## WHAT THE EXERCISE ASKS:
Starting at the first line of the listing below, repeat each line exactly until the line containing "2px #b4b7c1) drop-shadow(0", which you include. Leave out pictures.

## RECORDS FOR THE TASK:

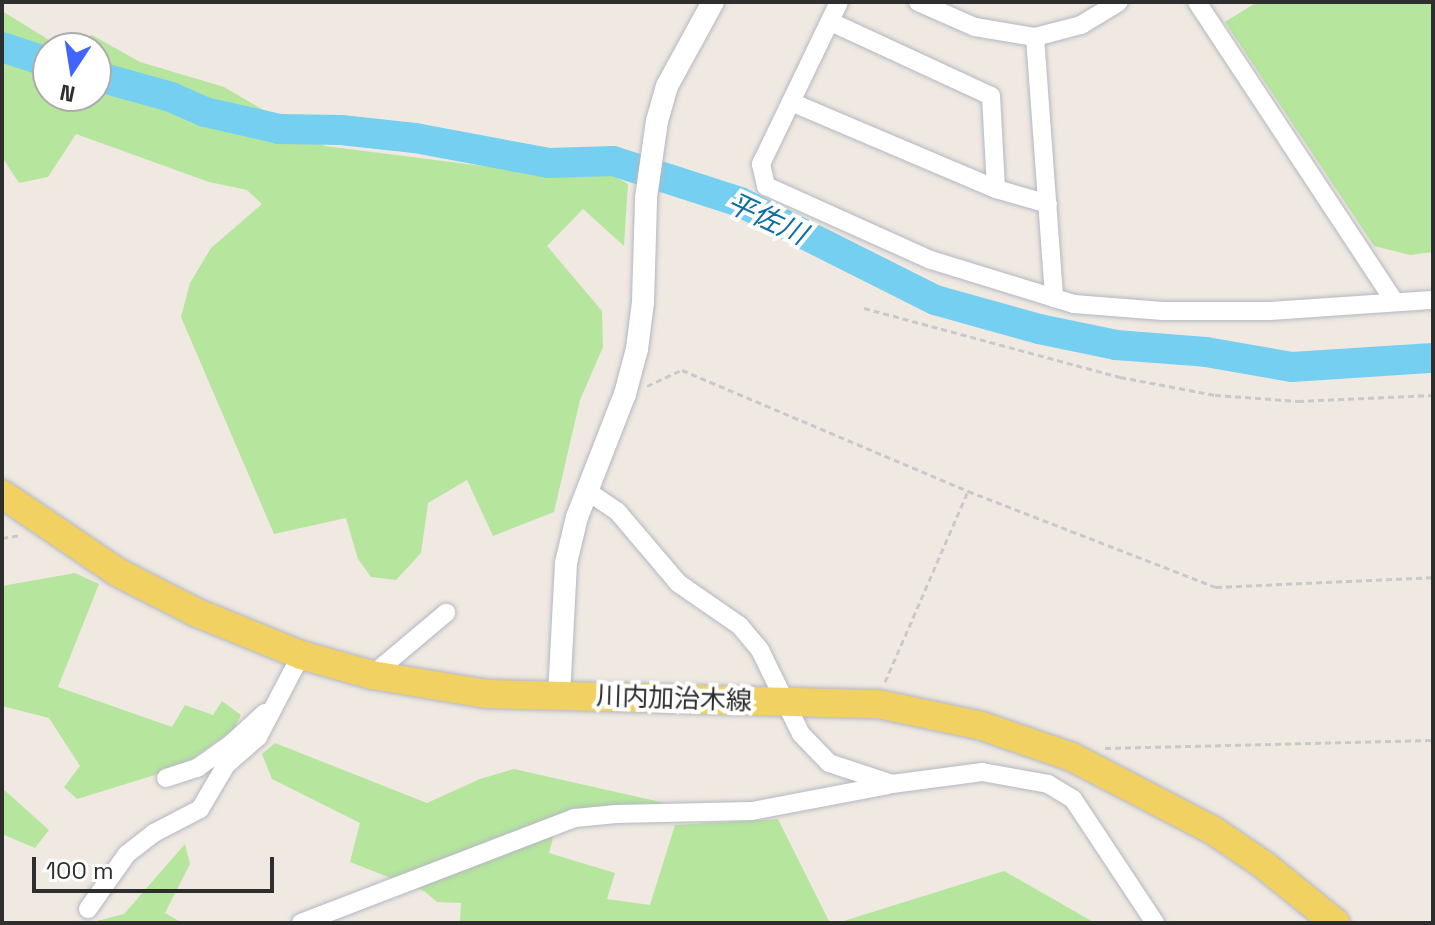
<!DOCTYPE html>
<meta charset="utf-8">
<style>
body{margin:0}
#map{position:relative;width:1435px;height:925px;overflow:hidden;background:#efe9e1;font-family:"Space Grotesk","Noto Sans JP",sans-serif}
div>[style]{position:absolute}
.green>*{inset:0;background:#b6e59e}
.river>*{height:30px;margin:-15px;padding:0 15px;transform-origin:15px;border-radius:15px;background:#75cff0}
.path>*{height:3px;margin-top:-1.5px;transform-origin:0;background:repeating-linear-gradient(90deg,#c9c9c9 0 6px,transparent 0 10px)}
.roads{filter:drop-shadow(0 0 2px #b4b7c1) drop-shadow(0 0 2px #b4b7c1)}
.minor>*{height:18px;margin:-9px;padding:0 9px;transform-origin:9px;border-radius:9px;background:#fff}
.tertiary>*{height:22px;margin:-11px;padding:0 11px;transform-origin:11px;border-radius:11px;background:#fff}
.primary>*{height:28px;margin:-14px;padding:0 14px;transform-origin:14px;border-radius:14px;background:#f2d163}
span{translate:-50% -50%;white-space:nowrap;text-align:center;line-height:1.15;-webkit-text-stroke:8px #fff;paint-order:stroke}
.street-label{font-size:26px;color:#2e2e2e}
.water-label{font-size:28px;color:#0d6fa3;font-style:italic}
.frame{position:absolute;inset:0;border:4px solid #2e2e2e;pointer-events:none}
.north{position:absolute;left:32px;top:32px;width:80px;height:80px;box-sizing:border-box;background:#fff;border:2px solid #ababab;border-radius:50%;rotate:192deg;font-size:22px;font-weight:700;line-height:32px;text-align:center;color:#2e2e2e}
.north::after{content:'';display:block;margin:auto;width:28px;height:36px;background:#4264fb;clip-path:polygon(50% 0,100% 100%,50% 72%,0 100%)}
.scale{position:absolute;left:32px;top:857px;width:242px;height:36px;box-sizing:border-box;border:4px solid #2e2e2e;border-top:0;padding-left:10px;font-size:24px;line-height:28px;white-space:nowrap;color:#2e2e2e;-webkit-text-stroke:6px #fff;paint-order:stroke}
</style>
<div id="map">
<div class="green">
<div style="clip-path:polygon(1257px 2px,1433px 2px,1433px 252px,1410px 255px,1374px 246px,1225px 22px)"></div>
<div style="clip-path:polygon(2px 11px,62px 48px,48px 48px,48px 96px,96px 96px,96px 48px,65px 48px,92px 35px,140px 62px,224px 87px,325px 146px,561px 176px,609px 173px,628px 184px,624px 246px,583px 209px,547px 246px,602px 311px,603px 347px,580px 400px,554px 512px,493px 536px,467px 480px,428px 503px,421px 553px,396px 580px,371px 577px,358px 559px,346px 518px,274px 534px,181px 317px,190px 283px,211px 248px,262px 204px,247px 190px,209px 182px,76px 134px,48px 177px,19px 183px,2px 157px)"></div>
<div style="clip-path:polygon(75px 573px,99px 584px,58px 687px,172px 727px,185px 705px,213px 715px,222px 701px,241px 715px,234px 729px,181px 767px,77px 799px,64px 787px,80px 766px,49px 718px,2px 706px,2px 586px)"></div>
<div style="clip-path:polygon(275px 743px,427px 803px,480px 779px,514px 769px,665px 803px,559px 815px,549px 853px,615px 873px,607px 899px,650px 905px,675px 825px,778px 819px,830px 923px,460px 923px,461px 903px,437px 902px,424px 891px,350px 862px,360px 823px,272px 779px,262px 754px)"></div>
<div style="clip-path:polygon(2px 788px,49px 830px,35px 848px,2px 834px)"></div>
<div style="clip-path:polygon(185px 844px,190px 864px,165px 913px,182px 923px,89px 923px,124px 914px)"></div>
<div style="clip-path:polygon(1004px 871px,1095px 923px,837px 923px)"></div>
</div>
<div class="river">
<div style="left:2px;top:47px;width:48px;rotate:18.1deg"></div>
<div style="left:96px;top:76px;width:78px;rotate:15.6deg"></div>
<div style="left:171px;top:97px;width:37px;rotate:24deg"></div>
<div style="left:205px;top:112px;width:76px;rotate:12.9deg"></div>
<div style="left:279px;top:129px;width:62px;rotate:0.9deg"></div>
<div style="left:341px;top:130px;width:74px;rotate:6.2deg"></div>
<div style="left:415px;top:138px;width:135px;rotate:10.6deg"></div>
<div style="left:548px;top:163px;width:65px;rotate:-1.8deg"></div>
<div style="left:613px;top:161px;width:133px;rotate:17.9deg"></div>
<div style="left:740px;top:202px;width:218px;rotate:26.7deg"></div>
<div style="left:935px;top:300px;width:108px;rotate:15.6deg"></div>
<div style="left:1039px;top:329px;width:79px;rotate:11.7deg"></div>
<div style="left:1116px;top:345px;width:90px;rotate:4.4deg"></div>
<div style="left:1206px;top:352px;width:87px;rotate:9.9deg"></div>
<div style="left:1292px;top:367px;width:141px;rotate:-3.7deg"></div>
</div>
<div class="path">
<div style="left:864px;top:308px;width:265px;rotate:15.1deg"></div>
<div style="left:1120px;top:377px;width:97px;rotate:10.7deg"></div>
<div style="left:1215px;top:395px;width:83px;rotate:4.1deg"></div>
<div style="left:1298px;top:401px;width:135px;rotate:-2.5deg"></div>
<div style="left:647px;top:386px;width:38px;rotate:-25deg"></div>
<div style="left:682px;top:370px;width:311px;rotate:22.9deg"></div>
<div style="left:968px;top:491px;width:266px;rotate:21.2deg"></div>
<div style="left:1216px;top:587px;width:217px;rotate:-2.6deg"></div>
<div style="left:2px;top:538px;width:20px;rotate:-9deg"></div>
<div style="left:885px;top:682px;width:208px;rotate:-66.5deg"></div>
<div style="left:1105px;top:748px;width:328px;rotate:-1.4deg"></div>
</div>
<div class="roads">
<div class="minor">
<div style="left:839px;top:2px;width:180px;rotate:115.7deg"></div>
<div style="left:761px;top:164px;width:23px;rotate:77deg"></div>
<div style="left:766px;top:186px;width:181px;rotate:24.2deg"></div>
<div style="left:931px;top:260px;width:150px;rotate:17.1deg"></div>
<div style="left:1074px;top:304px;width:89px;rotate:4.5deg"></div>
<div style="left:1163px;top:311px;width:107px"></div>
<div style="left:1270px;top:311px;width:163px;rotate:-3.9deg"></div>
<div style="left:918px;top:2px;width:62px;rotate:23.7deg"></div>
<div style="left:975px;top:27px;width:61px;rotate:9.5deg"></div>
<div style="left:1035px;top:37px;width:48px;rotate:-14.6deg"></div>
<div style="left:1081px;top:25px;width:44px;rotate:-31.2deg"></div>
<div style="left:1197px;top:2px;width:358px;rotate:56.6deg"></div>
<div style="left:831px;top:22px;width:176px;rotate:24.8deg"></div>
<div style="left:991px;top:96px;width:93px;rotate:86.9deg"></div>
<div style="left:1035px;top:37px;width:262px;rotate:85.8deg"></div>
<div style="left:791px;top:102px;width:223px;rotate:23deg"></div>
<div style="left:996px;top:189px;width:54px;rotate:16.1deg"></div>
<div style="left:587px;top:491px;width:36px;rotate:34deg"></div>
<div style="left:617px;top:511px;width:94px;rotate:49.7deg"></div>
<div style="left:678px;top:583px;width:75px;rotate:34.7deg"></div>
<div style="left:740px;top:626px;width:31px;rotate:50deg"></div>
<div style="left:760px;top:650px;width:93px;rotate:64deg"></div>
<div style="left:801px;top:734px;width:40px;rotate:46deg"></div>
<div style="left:829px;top:763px;width:66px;rotate:18.4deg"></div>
<div style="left:892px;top:784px;width:91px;rotate:-7.6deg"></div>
<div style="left:982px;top:772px;width:67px;rotate:10.3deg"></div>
<div style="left:1048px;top:784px;width:29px;rotate:31deg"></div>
<div style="left:1073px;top:799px;width:149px;rotate:56.5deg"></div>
<div style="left:372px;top:675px;width:97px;rotate:-40deg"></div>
<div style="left:166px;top:778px;width:33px;rotate:-18deg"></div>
<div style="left:197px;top:768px;width:42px;rotate:-35.2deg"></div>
<div style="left:231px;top:744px;width:46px;rotate:-42.4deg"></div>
<div style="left:88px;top:909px;width:67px;rotate:-54.7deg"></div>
<div style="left:127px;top:854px;width:34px;rotate:-38deg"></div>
<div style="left:154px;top:833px;width:52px;rotate:-27.6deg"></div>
<div style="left:200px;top:809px;width:51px;rotate:-59.4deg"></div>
<div style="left:226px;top:765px;width:43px;rotate:-41.2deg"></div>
<div style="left:258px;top:737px;width:93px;rotate:-62.3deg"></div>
<div style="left:301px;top:923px;width:293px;rotate:-21deg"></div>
<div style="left:575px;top:818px;width:41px;rotate:-5.6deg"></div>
<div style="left:616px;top:814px;width:136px;rotate:-1.3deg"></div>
<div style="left:752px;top:811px;width:138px;rotate:-10.8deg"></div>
</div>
<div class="tertiary">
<div style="left:559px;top:696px;width:133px;rotate:-87deg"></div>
<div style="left:566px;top:563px;width:47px;rotate:-76.6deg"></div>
<div style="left:577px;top:517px;width:132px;rotate:-68.7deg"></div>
<div style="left:625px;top:394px;width:47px;rotate:-75.1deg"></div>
<div style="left:637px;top:349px;width:47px;rotate:-82.7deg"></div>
<div style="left:643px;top:302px;width:104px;rotate:-88.3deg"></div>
<div style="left:646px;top:198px;width:78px;rotate:-81.9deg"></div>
<div style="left:657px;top:121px;width:36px;rotate:-74deg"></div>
<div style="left:667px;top:86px;width:96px;rotate:-61.3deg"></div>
</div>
<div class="primary">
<div style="left:2px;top:494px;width:139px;rotate:34.1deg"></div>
<div style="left:117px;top:572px;width:88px;rotate:27.1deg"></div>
<div style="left:195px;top:612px;width:114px;rotate:22.1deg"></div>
<div style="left:301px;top:655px;width:74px;rotate:15.7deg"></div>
<div style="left:372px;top:675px;width:117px;rotate:9.4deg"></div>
<div style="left:487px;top:694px;width:391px;rotate:1.5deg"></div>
<div style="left:878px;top:704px;width:106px;rotate:11.9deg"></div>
<div style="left:982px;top:726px;width:95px;rotate:19deg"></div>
<div style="left:1072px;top:757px;width:160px;rotate:27.5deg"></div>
<div style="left:1214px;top:831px;width:60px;rotate:34.2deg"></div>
<div style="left:1264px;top:865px;width:92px;rotate:38.9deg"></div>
</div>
</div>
<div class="street-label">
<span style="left:674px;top:699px;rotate:2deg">川内加治木線</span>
</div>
<div class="water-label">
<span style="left:767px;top:218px;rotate:25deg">平佐川</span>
</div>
<div class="frame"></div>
<div class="north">N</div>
<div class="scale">100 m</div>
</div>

## ANSWER SECTION:
<!DOCTYPE html>
<meta charset="utf-8">
<style>
body{margin:0}
#map{position:relative;width:1435px;height:925px;overflow:hidden;background:#efe9e1;font-family:"Space Grotesk","Noto Sans JP",sans-serif}
div>[style]{position:absolute}
.green>*{inset:0;background:#b6e59e}
.river>*{height:30px;margin:-15px;padding:0 15px;transform-origin:15px;border-radius:15px;background:#75cff0}
.path>*{height:3px;margin-top:-1.5px;transform-origin:0;background:repeating-linear-gradient(90deg,#c9c9c9 0 6px,transparent 0 10px)}
.roads{filter:drop-shadow(0 0 2px #b4b7c1) drop-shadow(0 0 2px #b4b7c1)}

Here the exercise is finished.